Looks like some things did get cooked. Maybe the warm weather hasn't helped either for this shipment. Never had these issues in the past 2 shipments with him.


----------



## Momobobo

It would appear the same rules apply to him as before...LPS fine, SPS no, and Zoas a toss up.

My Blue Eye Blondie came fine, though it took awhile to setle in. From this shipment my octospawn is alright, SPS died in the bag though. Broken off of the fragplug, and the little bit on the frag was hanging on until last night :\


----------



## Nicole

It's a shame this shipment didn't work out well for you guys. This time was really a screw up but I will still vouch for Fragalot based on my experience. If you have seen my tank, 3/4 of all the packed corals in there are from Fragalot.


----------



## scott tang

i see a few spots on a few of my zoas


----------



## Dempsey

I ordered a dendro from Fragalot about five weeks ago I'd say, and it is doing great. The heads were out when it was still in the bag. My superman monti from the same order is doing ok but I think still working on getting its full colors.



msjboy said:


> Think my dendro is a goner too.... no heads coming out. I have PMed Nicole for a possible credit. Anyone with a live one in this order. BTW, how was past orders with the dendros?
> 
> msjboy


----------



## Tn23

Fragalot has stepped up and has offered to replace the corals which were DOA and replace the mixed up corals with an additional frag.
He will be sending the few of us with DOA's or mixed up corals with some replacements sometime next week perhaps. If anyone would like they could take this chance to grab something or use the free shipping please let Nicole or myself know.

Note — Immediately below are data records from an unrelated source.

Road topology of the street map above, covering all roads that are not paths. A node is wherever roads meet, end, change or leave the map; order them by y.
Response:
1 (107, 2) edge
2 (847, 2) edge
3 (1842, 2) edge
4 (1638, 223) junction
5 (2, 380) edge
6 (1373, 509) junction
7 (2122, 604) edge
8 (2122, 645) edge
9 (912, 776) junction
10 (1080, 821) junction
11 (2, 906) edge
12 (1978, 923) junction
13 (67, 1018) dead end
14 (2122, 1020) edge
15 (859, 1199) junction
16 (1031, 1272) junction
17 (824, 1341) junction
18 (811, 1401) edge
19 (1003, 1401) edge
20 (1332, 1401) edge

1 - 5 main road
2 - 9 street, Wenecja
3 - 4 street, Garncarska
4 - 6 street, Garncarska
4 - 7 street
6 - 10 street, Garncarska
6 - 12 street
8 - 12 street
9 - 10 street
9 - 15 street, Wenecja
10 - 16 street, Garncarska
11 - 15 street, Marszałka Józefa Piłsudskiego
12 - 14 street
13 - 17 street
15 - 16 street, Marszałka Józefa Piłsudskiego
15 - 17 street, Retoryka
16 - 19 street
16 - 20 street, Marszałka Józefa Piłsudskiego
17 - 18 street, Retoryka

my experience has been good for fragalot so far, hes always provided excellent customer service. I did however have 2 DOA during this shipment, which he'll be replacing.
Will post some pictures later when I get home.


----------



## msjboy

My dendro is a goner as no heads ever out.... think my single head of duncan also is no good as its head did come out once but since , looks like the dendro with no life. I know they usually have their heads out. Do we post our pictures or just inform Nicole ( she will inform Burc). Did everyone who got the dendros this shippment loose it as well? Wonder why; was it the heat packs as this past week, weather was warmer than usual.


----------



## scott tang

mine liiks like it came hlaf way out and died and is stuck


----------



## Nicole

Your duncan will be replaced since Burc was notified within 24hrs. The box is already shipped out I believe. You can try asking Burc if you want a replacement for your duncan. My duncan is alive and healthy. It hasn't retracted since.



msjboy said:


> My dendro is a goner as no heads ever out.... think my single head of duncan also is no good as its head did come out once but since , looks like the dendro with no life. I know they usually have their heads out. Do we post our pictures or just inform Nicole ( she will inform Burc). Did everyone who got the dendros this shippment loose it as well? Wonder why; was it the heat packs as this past week, weather was warmer than usual.


----------



## Aquapin

Nicole said:


> Your duncan will be replaced since Burc was notified within 24hrs. The box is already shipped out I believe.


Shipped already ?!? Do we know what he is replacing and are we expected to come out to Burnaby today to pick it up?


----------



## Tn23

Tn23 said:


> Fragalot has stepped up and has offered to replace the corals which were DOA and replace the mixed up corals with an additional frag.
> He will be sending the few of us with DOA's or mixed up corals with some replacements sometime next week perhaps. If anyone would like they could take this chance to grab something or use the free shipping please let Nicole or myself know.
> 
> my experience has been good for fragalot so far, hes always provided excellent customer service. I did however have 2 DOA during this shipment, which he'll be replacing.
> Will post some pictures later when I get home.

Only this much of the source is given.